The above statement reminds us to keep pushing forward as opposed to slipping into stagnation. No one wants to be the former high school quarterback who still wears his old letterman jacket with his receding hairline and beer gut. But to say there is not value in the past is short sighted. The past holds triumphs we can return to that bolster confidence. It holds failures that we can evaluate as we plot a course to future success. With no past, there is no experience. And I’ll take experience over theory any day of the week.
But what is confidence?
Confidence is nothing more than a belief that you will succeed at a task or event in the future based upon results you have previously achieved.
Sometimes this belief is based on an apples-to-apples comparison: I tied my shoes yesterday, so I believe I can tie them today. In this case, repetition (often called practice) fortifies the belief of success.
Sometimes confidence is based on an apples-to-oranges comparison: I learned how to play the piano, so I believe I can learn how to work on automobile engines. Here both are intricate skills (like both apples and oranges are fruits), but the knowledge and dexterity required for the respective activities does not transfer from one to the other.
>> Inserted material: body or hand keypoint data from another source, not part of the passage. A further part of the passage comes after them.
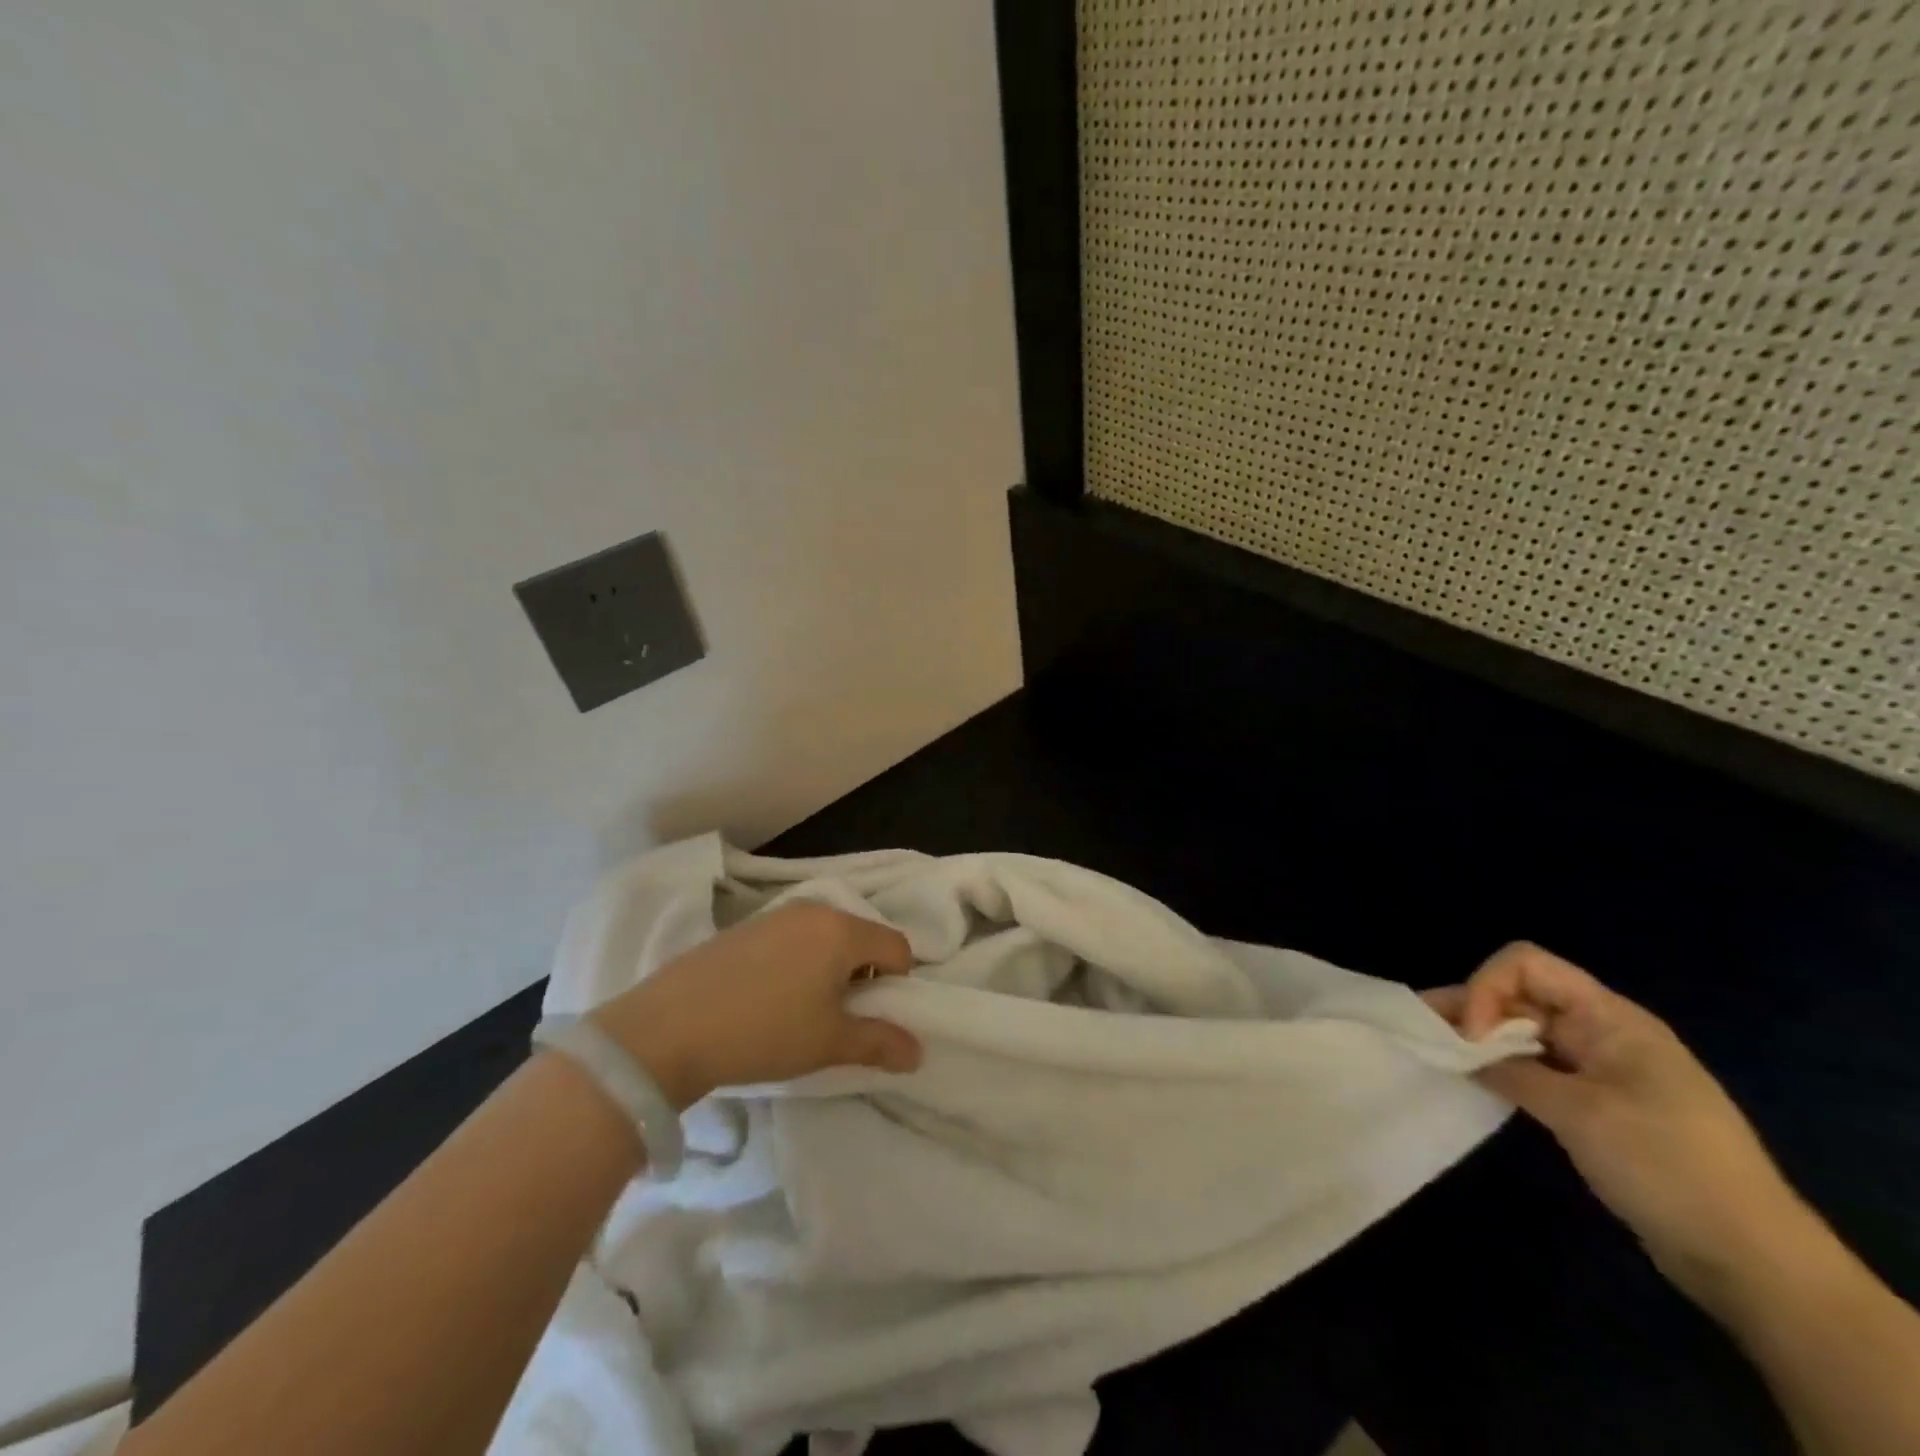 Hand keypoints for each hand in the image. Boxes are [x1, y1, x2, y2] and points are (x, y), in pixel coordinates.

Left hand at [588, 902, 922, 1109]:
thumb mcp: (828, 1043)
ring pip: (825, 937)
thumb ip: (879, 1042)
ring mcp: (775, 915)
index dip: (897, 984)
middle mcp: (813, 910)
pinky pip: (791, 939)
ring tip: (801, 1010)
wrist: (667, 1029)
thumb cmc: (763, 1031)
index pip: (896, 947)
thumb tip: (918, 1051)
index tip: (871, 1017)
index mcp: (842, 930)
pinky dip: (797, 963)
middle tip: (838, 1016)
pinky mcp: (744, 927)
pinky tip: (767, 998)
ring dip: (829, 969)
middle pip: (861, 937)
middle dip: (862, 975)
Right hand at [1425, 943, 1803, 1298]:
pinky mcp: (1598, 1103)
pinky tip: (1476, 1081)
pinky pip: (1538, 1067)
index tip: (1471, 1036)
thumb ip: (1512, 1072)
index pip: (1527, 965)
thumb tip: (1462, 1054)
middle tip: (1423, 1033)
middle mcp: (1603, 1031)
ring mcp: (1601, 1068)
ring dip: (1481, 1039)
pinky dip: (1503, 1068)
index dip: (1487, 988)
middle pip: (1521, 995)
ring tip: (1436, 1053)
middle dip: (1471, 1008)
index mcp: (1610, 1018)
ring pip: (1525, 1032)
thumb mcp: (1580, 1114)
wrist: (1751, 1259)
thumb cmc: (1666, 1166)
And sometimes confidence is based on an apple sauce to apples comparison: I made a mess of things before, but now I see how to avoid the previous mistakes and understand the path to success. Mistakes and “apple sauce” are often unavoidable, and it’s usually best to get them out of the way as soon as possible and fail faster to success.
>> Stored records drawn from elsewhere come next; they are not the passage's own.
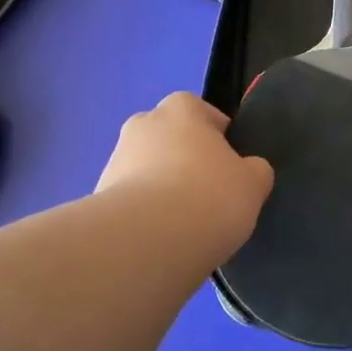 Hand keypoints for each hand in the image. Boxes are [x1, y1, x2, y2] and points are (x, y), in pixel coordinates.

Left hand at [96, 93, 273, 257]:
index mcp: (181, 108)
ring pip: (148, 171)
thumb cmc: (209, 197)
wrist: (146, 241)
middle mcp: (143, 124)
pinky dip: (145, 216)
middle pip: (172, 140)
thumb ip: (254, 170)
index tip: (230, 169)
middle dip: (186, 163)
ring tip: (184, 227)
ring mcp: (115, 159)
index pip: (204, 114)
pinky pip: (131, 202)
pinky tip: (161, 242)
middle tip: (208, 197)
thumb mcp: (253, 183)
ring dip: (162, 190)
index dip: (220, 140)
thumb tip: (248, 171)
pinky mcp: (97, 197) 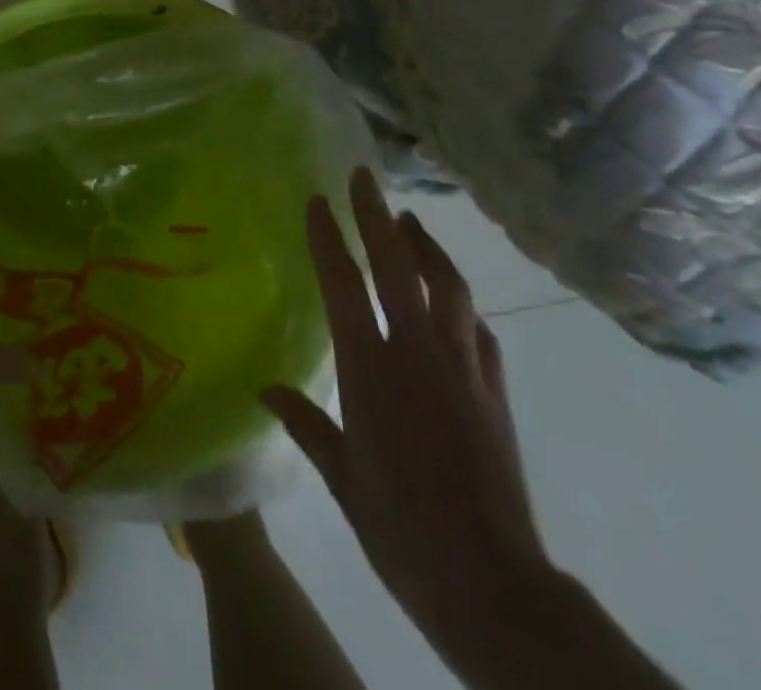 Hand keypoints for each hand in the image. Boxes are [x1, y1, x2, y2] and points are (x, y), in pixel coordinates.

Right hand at [261, 168, 553, 638]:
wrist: (491, 583)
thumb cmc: (401, 529)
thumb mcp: (342, 478)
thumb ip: (306, 423)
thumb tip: (265, 389)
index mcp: (371, 370)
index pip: (343, 286)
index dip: (328, 239)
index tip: (316, 200)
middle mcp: (417, 353)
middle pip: (397, 266)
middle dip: (377, 216)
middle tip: (364, 177)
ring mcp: (463, 367)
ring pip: (448, 285)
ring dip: (426, 246)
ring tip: (410, 220)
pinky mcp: (495, 388)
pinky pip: (478, 329)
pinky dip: (461, 303)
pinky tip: (455, 300)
Regardless of the fruit combination, artifacts from the past such as old pictures, diplomas, and even rejection letters can give us the surety that only comes from a been-there-done-that path.
Two years ago, I got into the best shape of my life. A year ago, I slipped out of shape as I allowed my self discipline to wane under financial and relationship pressures. Now I’m back on the path of being in top shape, and it is the pictures and videos from two years ago that are driving me on to success today. In reviewing these old pics and videos, I ask myself, “How much better I can I be this time?”
Although my “Failure” video tends to get the most attention, it is the video below that I return to when I need a little extra fortification in my belief of success:
Reviewing the past is different that getting stuck there. It is practice, comparable experience, and mistakes that forge confidence and blaze the trail to future success.